When selecting a compression encoding for a VARCHAR
column in Redshift, two options that present themselves when the column contains a small set of potential string values are text255
and bytedict
. Looking at the descriptions of these in AWS documentation, they appear to do the same thing with the exception that bytedict
can hold 20 more values than text255
. So, what advantage does text255
offer over bytedict
?
To provide an example here, suppose I have a column containing the regions of Japan: ["hokkaido", "tohoku", "kanto", "hokuriku", "chubu", "kansai", "chokoku", "shikoku", "kyushu", "okinawa"].
These values would fit into a VARCHAR(8)
column. If I were to use a text255
encoding, each row in the column would consume 1 byte with an additional 80 bytes for the dictionary entries. From my understanding, bytedict
would offer the exact same storage and would operate similarly for database queries. So, what's the difference? I notice that text255
appears to use the term "words" rather than "column values" so does it compress by word? If so, I can't imagine how that would work for querying.

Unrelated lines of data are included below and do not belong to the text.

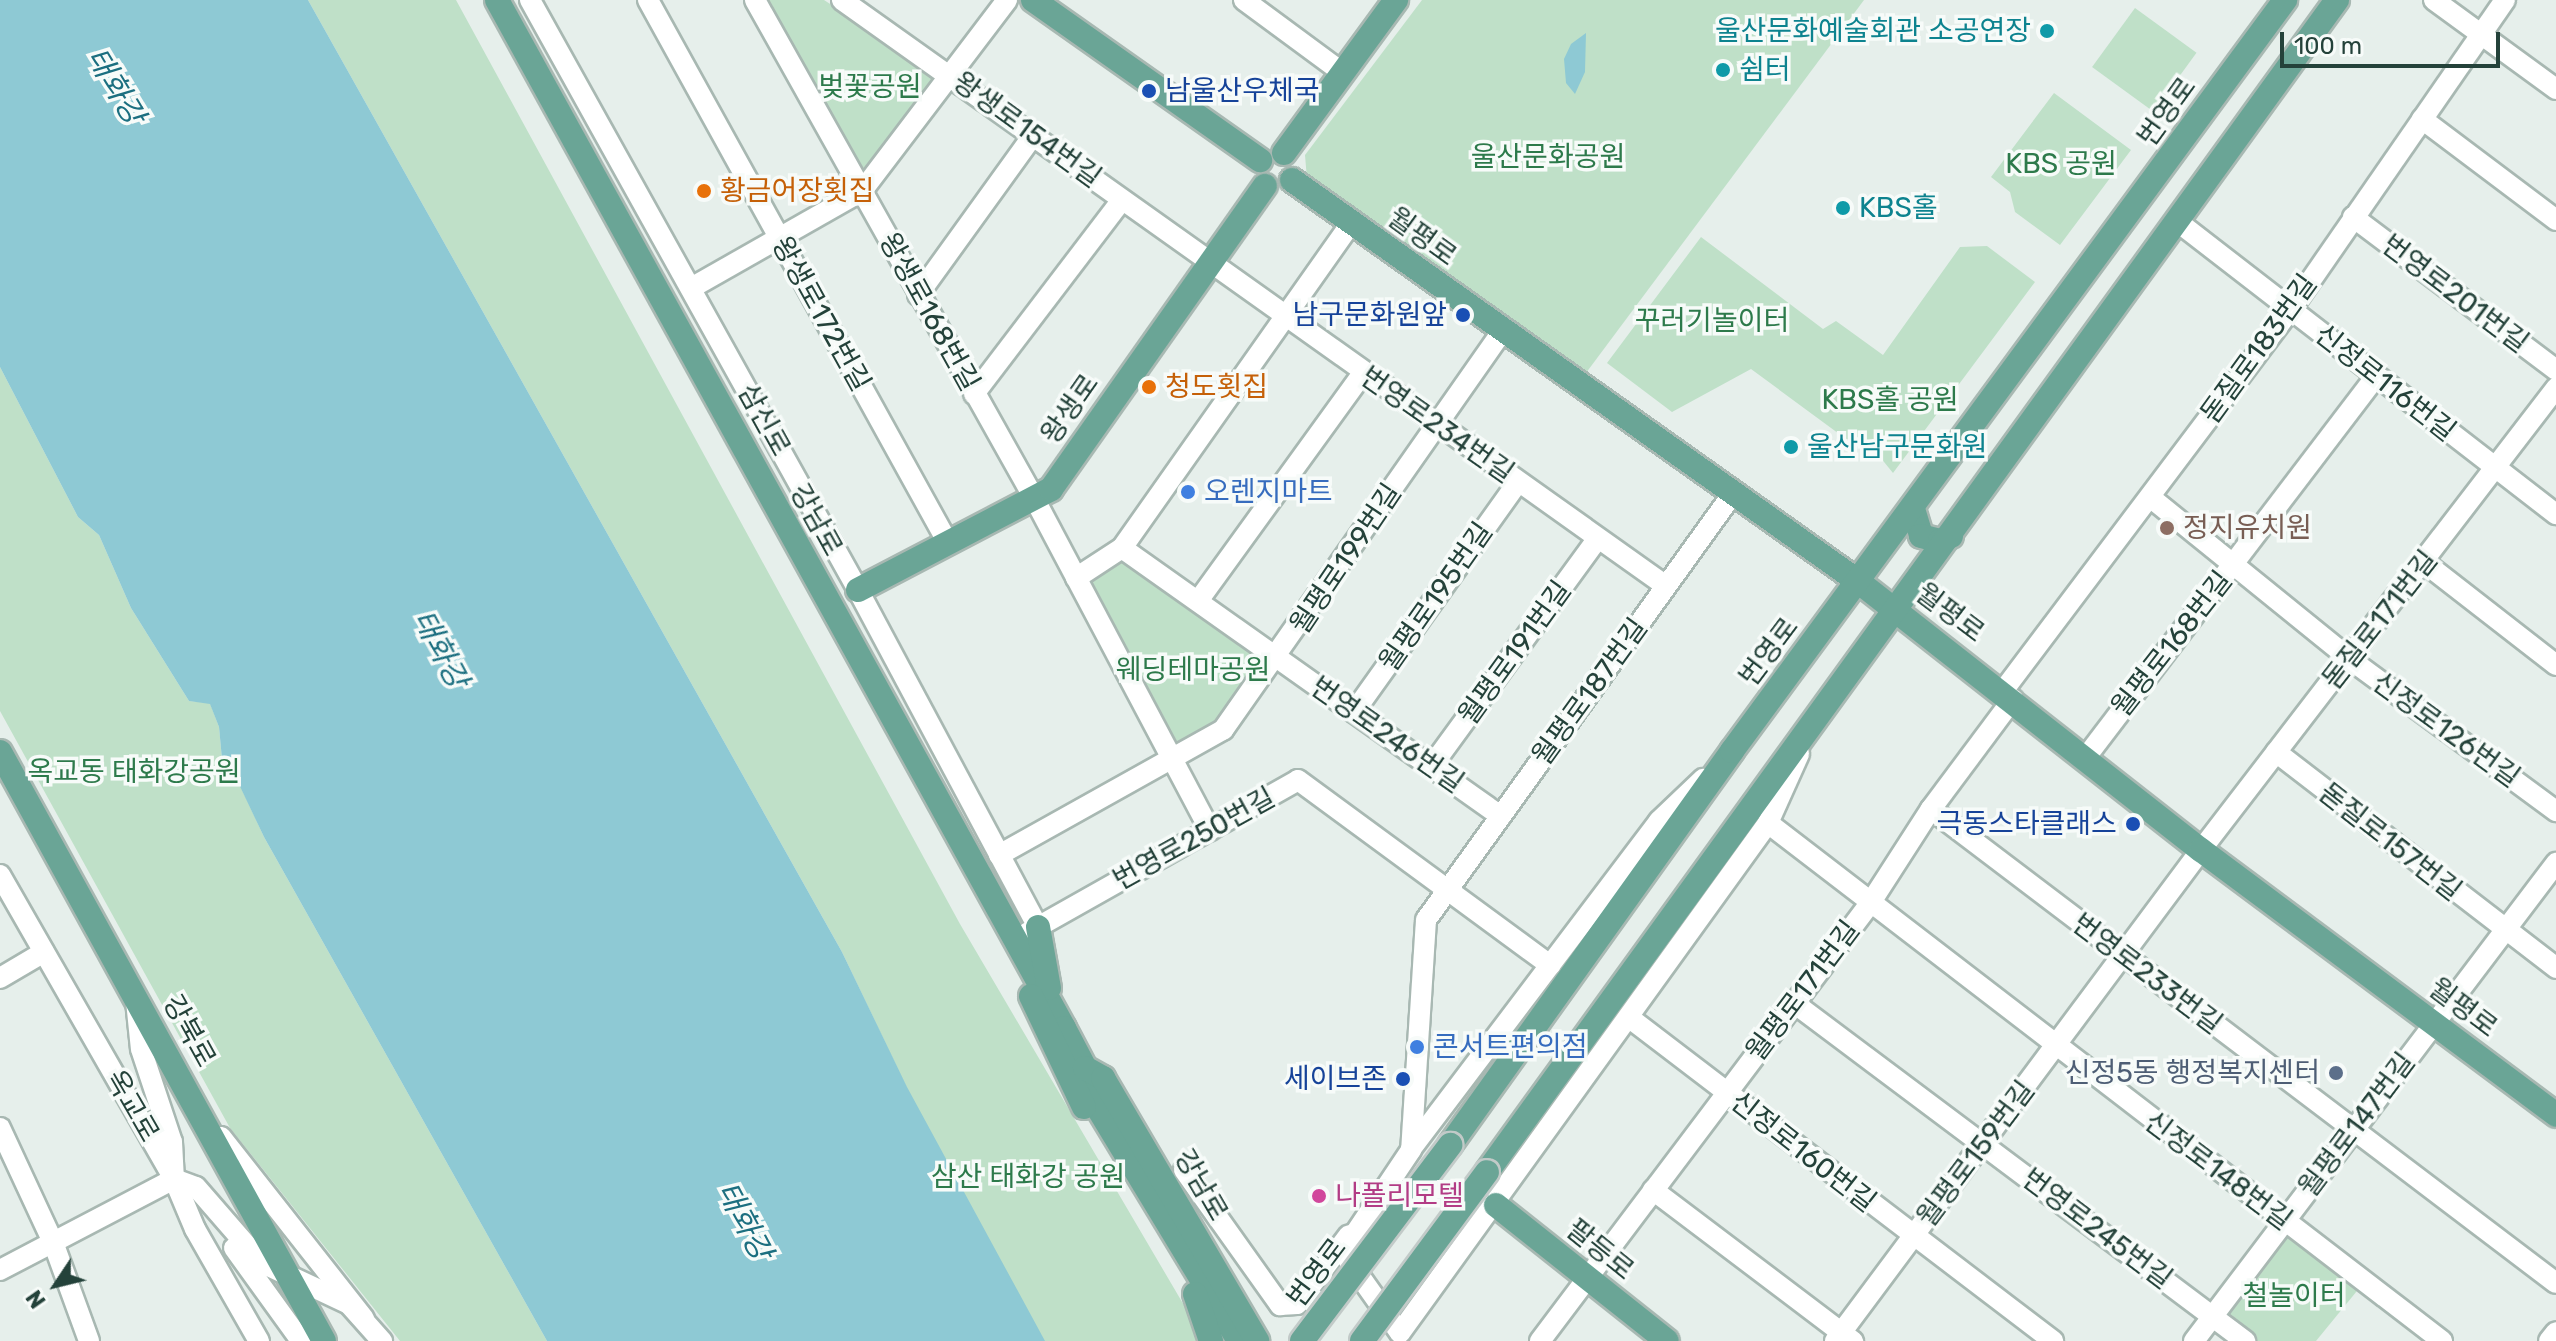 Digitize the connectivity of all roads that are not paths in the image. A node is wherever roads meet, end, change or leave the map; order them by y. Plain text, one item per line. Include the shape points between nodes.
1 (497, 0) edge
2 (530, 0) edge
3 (648, 0) edge
4 (755, 0) edge
5 (842, 0) edge
6 (1007, 0) edge
7 (1033, 0) edge
8 (1244, 0) edge
9 (1396, 0) edge
10 (2285, 0) edge
11 (2337, 0) edge
12 (2434, 0) edge
13 (2505, 0) edge
14 (2481, 34) junction
15 (949, 72) junction
16 (1343, 73) junction
17 (2556, 89) edge
18 (2422, 119) junction
19 (1034, 134) junction
20 (1272, 156) junction
21 (1292, 180) junction
22 (1265, 186) junction
23 (862, 191) junction
24 (1122, 200) junction
25 (2353, 217) junction
26 (2556, 220) edge
27 (2178, 222) junction
28 (1351, 223) junction
29 (779, 237) junction
30 (1209, 263) junction
31 (691, 288) junction
32 (918, 295) junction
33 (2291, 309) junction
34 (1284, 317) junction
35 (1502, 332) junction
36 (2556, 370) edge
37 (1363, 373) junction
38 (2375, 378) junction
39 (2556, 388) edge
40 (974, 394) junction
41 (1437, 425) junction
42 (2496, 469) junction
43 (1518, 482) junction
44 (1734, 492) junction
45 (2150, 497) junction
46 (1034, 498) junction
47 (1913, 509) junction
48 (2556, 514) edge
49 (1951, 536) junction
50 (1598, 538) junction
51 (948, 543) junction
52 (1122, 548) junction
53 (2235, 563) junction
54 (2425, 563) junction
55 (1076, 578) junction
56 (1859, 582) junction
57 (1666, 586) junction
58 (858, 590) junction
59 (1198, 601) junction
60 (1896, 610) junction
61 (1278, 658) junction
62 (2351, 660) junction
63 (2556, 665) edge
64 (2008, 695) junction
65 (1354, 712) junction
66 (1810, 728) junction
67 (1732, 751) junction
68 (0, 752) edge
69 (2276, 752) junction
70 (2086, 757) junction
71 (1172, 759) junction
72 (1431, 767) junction
73 (1931, 809) junction
74 (2556, 811) edge
75 (1501, 816) junction
76 (1768, 823) junction
77 (1210, 830) junction
78 (2201, 850) junction
79 (999, 855) junction
80 (2556, 863) edge
81 (0, 875) edge
82 (1446, 892) junction
83 (1871, 902) junction
84 (1038, 927) junction
85 (2505, 930) junction
86 (1012, 941) junction
87 (44, 952) junction
88 (2123, 956) junction
89 (1550, 965) junction
90 (2556, 968) edge
91 (0, 978) edge
92 (135, 996) junction
93 (1794, 1003) junction
94 (1631, 1019) junction
95 (2433, 1024) junction
96 (1064, 1028) junction
97 (2055, 1047) junction
98 (1085, 1068) junction
99 (187, 1090) junction
100 (1725, 1092) junction
101 (2556, 1115) edge
102 (0, 1128) edge
103 (2353, 1130) junction
104 (1983, 1144) junction
105 (1411, 1150) junction
106 (1184, 1170) dead end
107 (174, 1179) junction
108 (1653, 1190) junction
109 (1496, 1205) junction
110 (255, 1212) junction
111 (2284, 1221) junction
112 (1354, 1229) junction
113 (1914, 1237) junction
114 (53, 1242) junction
115 (0, 1270) edge
116 (1587, 1278) junction
117 (292, 1281) junction
118 (2556, 1283) edge
119 (319, 1290) junction
120 (2212, 1316) junction
121 (364, 1319) junction
122 (2556, 1332) edge
123 (1400, 1337) edge
124 (1843, 1338) edge
125 (89, 1341) edge
126 (259, 1341) edge
127 (301, 1341) edge
128 (324, 1341) edge
129 (366, 1341) edge
130 (382, 1341) edge
131 (1211, 1341) edge
132 (1239, 1341) edge
133 (1257, 1341) edge
134 (1302, 1341) edge
135 (1362, 1341) edge
136 (1540, 1341) edge
137 (1667, 1341) edge
138 (2053, 1341) edge
139 (2194, 1341) edge
140 (2245, 1341) edge
141 (2442, 1341) edge
142 (2549, 1341) edge

1 - 86 main road, 강남로
2 - 31 street, 삼신로
3 - 29 street, 왕생로172번길
4 - 23 street, 왕생로168번길
5 - 15 street, 왕생로154번길
6 - 15 street
7 - 20 main road
8 - 16 street
9 - 16 main road
10 - 47 main road, 번영로
11 - 27 main road
12 - 14 street
13 - 14 street, 돋질로183번길
14 - 17 street
14 - 18 street, 돋질로183번길
15 - 19 street, 왕생로154번길
15 - 23 street
16 - 20 main road
18 - 25 street, 돋질로183번길
18 - 26 street
19 - 24 street, 왕생로154번길
19 - 32 street
20 - 21 main road via 1294,163
20 - 22 main road via 1258,176
21 - 22 main road via 1283,188
21 - 28 main road, 월평로
22 - 30 main road, 왕생로
23 - 29 street
23 - 32 street, 왕생로168번길
24 - 30 street, 왕생로154번길
24 - 40 street
25 - 33 street, 돋질로183번길
25 - 36 street, 번영로201번길
27 - 33 street, 신정로116번길
27 - 49 main road
28 - 34 street
28 - 35 main road, 월평로
29 - 31 street
29 - 51 street, 왕생로172번길
30 - 34 street, 번영로234번길
30 - 46 main road, 왕생로 via 1051,489
31 - 58 street, 삼신로
32 - 40 street, 왕생로168번길
33 - 38 street, 신정로116번길
33 - 45 street, 돋질로183번길
34 - 37 street, 번영로234번길
34 - 52 street
35 - 41 street, 월평로199번길
35 - 44 main road, 월평로
37 - 41 street, 번영로234번길
37 - 59 street
38 - 42 street, 신정로116번길
38 - 53 street, 월평로168번길
39 - 42 street, 돋질로171번길
40 - 46 street, 왕생로168번길
41 - 43 street, 번영로234번길
41 - 61 street, 월평로199번길
42 - 48 street, 신정로116번길
42 - 54 street, 돋질로171번길
43 - 50 street, 번영로234번길
43 - 65 street, 월평로195번길
44 - 56 main road, 월평로
44 - 57 street, 월평로187번길
45 - 53 street, 신정로126번길
45 - 64 street, 돋질로183번길
46 - 51 main road, 왕생로
46 - 55 street, 왕생로168번길
47 - 49 main road via 1921,536 1940,541
47 - 56 main road, 번영로
49 - 60 main road
50 - 57 street, 번영로234번길
50 - 72 street, 월평로191번길
51 - 58 main road, 왕생로
52 - 55 street
52 - 59 street, 번영로246번길
53 - 62 street, 신정로126번길
53 - 70 street, 월평로168번길
54 - 62 street, 돋질로171번길
54 - 63 street
55 - 71 street, 왕생로168번길
56 - 60 main road, 월평로
56 - 67 main road, 번영로
57 - 75 street, 월평로187번길
58 - 79 street, 삼신로
59 - 61 street, 번영로246번길
60 - 64 main road, 월평로
60 - 66 main road
61 - 65 street, 번영로246번길
61 - 71 street, 월평로199번길 via 1223,730
62 - 69 street, 돋질로171번길
62 - 74 street, 신정로126번길
64 - 70 main road, 월평로
64 - 73 street, 월평로171번길
65 - 72 street, 번영로246번길
66 - 76 street
66 - 135 main road, bridge
67 - 89 street via 1659,821
67 - 134 main road, 번영로, bridge via 1450,1145
68 - 92 main road, 강북로
69 - 78 street, 돋질로171번길
69 - 85 street, 돋질로157번길
70 - 78 main road, 월평로
71 - 77 street, 왕생로168번길
71 - 79 street, 월평로199번길
72 - 75 street, 번영로246번길
73 - 83 street, 월평로171번길
73 - 88 street, 번영로233번길
75 - 82 street, 월평로187번길
76 - 83 street, 신정로148번길
76 - 94 street
77 - 82 street, 번영로250번길 via 1298,780
77 - 84 street, 번영로250번길
78 - 88 street, 월평로159번길
78 - 95 main road, 월평로
79 - 84 street, 삼신로
80 - 85 street
81 - 87 street, 옥교로
82 - 89 street, 번영로250번길
82 - 105 street via 1426,920
83 - 93 street, 월평로171번길
83 - 97 street, 신정로148번길
84 - 86 street, 번영로250번길
84 - 96 main road
85 - 90 street, 돋질로157번길
85 - 95 street
86 - 96 main road, 강남로
86 - 131 main road via 1037,1012 1074,1089 1205,1312
87 - 91 street
87 - 107 street, 옥교로
88 - 97 street, 월평로159번길
88 - 103 street, 번영로233번길
89 - 105 street
92 - 99 main road, 강북로
92 - 107 street via 141,1049 172,1142
93 - 100 street, 월평로171번길
93 - 104 street, 번영로245번길
94 - 100 street, 신정로160번길
94 - 109 street
95 - 101 main road, 월평로
95 - 103 street, 월평로147번길
96 - 98 main road, 강남로
97 - 104 street, 월평로159번길
97 - 111 street, 신정로148번길
98 - 132 main road, 강남로 via 1087,1090
98 - 133 main road, 강남로 via 1103,1078
99 - 110 main road, 강북로
99 - 121 street
100 - 108 street, 월평로171번길
100 - 113 street, 신정로160번길
102 - 114 street
103 - 111 street, 월평로147번길
103 - 118 street, 번영로233번길
104 - 113 street, 월평로159번길
104 - 120 street, 번영로245번길
105 - 112 street
106 - 112 street via 1280,1305 1297,1304
107 - 114 street
107 - 117 street via 196,1187 262,1263
107 - 126 street, 옥교로 via 195,1229
107 - 127 street via 226,1237
108 - 116 street, 월평로171번길
108 - 124 street
109 - 116 main road, 팔등로
109 - 123 street
110 - 117 main road, 강북로
110 - 119 street via 280,1249
111 - 120 street, 월평로147번길
111 - 141 street, 신정로148번길
112 - 123 street via 1349,1261
113 - 124 street, 월평로159번길
113 - 138 street, 신정로160번길
114 - 115 street
114 - 125 street
116 - 136 street, 월평로171번길
116 - 137 main road, 팔등로
117 - 119 street
117 - 128 main road, 강북로
119 - 121 street via 349,1304
119 - 129 street
120 - 139 street, 월평로147번길
120 - 140 street, 번영로245번길
121 - 130 street
122 - 142 street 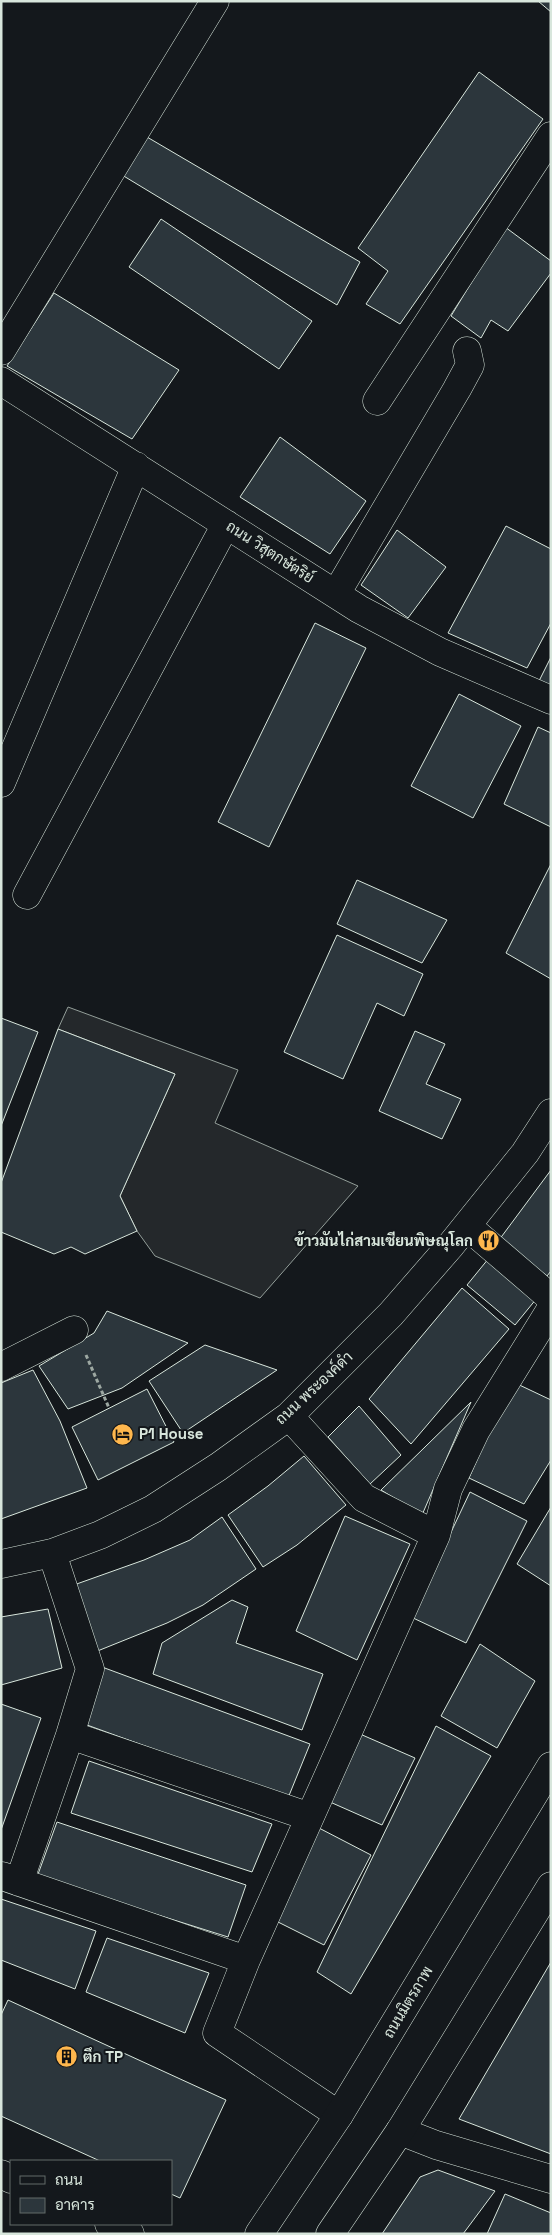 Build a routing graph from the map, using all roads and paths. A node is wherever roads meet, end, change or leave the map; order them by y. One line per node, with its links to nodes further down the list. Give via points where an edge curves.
1 (215, 1): 3 (street)
2 (551, 136): 6 (street)
3 (1, 351)
4 (467, 351): 9 (street, via 470,365)
5 (1, 381): 7 (street, ถนน วิสุตกษัตริย์)
6 (376, 401)
7 (136, 466): 8 (street, ถนน วิสุตกษัตริย์); 11 (street)
8 (226, 524): 9 (street, ถนน วิสุตกษัตริย์); 12 (street)
9 (336, 594): 10 (street, ถนน วิสุตกษัตริย์, via 440,652)
10 (551, 700)
11 (1, 783)
12 (27, 895)
13 (551, 1113): 14 (street, ถนน พระองค์ดำ, via 525,1153)
14 (467, 1226): 15 (street); 20 (street, ถนน พระองค์ดำ, via 391,1314)
15 (551, 1298)
16 (551, 1309): 21 (street, via 476,1430 448,1489)
17 (74, 1330): 18 (street); 19 (path)
18 (1, 1368)
19 (109, 1408)
20 (289, 1416): 21 (street, via 364,1498); 22 (street, ถนน พระองค์ดำ, via 153,1509 100,1535)
21 (436, 1535): 26 (street)
22 (52, 1553): 23 (street, ถนน พระองค์ดำ); 24 (street, via 90,1670)
23 (1, 1564)
24 (70, 1734): 26 (street); 27 (street)
25 (551, 1766): 30 (street, ถนนมิตรภาพ)
26 (310, 1818): 29 (street)
27 (10, 1878): 29 (street)
28 (550, 1891): 31 (street)
29 (246, 1960): 30 (street, via 217,2033)
30 (338, 2115): 35 (street, ถนนมิตรภาพ)
31 (400, 2131): 32 (street); 36 (street)
32 (551, 2179)
33 (111, 2225): 34 (street)
34 (130, 2234)
35 (259, 2234)
36 (330, 2234)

Bytedict holds any data types but you noted this. Bytedict also operation on the entire value of the column. Text256 operates on words in text values of the column.
Using your example if the column in question was "addresses in Japan" and the region was part of the text in this column, then text255 could replace these region names with a 1 byte index. Each of these words (several bytes) in the column being replaced by 1 byte. Bytedict can only index whole values and since there are likely a very large number of unique values in such a column it would do little to compress this column.
Text255 is better for text string values with lots of repeated words in them.
It is, though, usually a good idea to perform and analyze compression on representative data (when available) to see what is the best encoding from all the possibilities.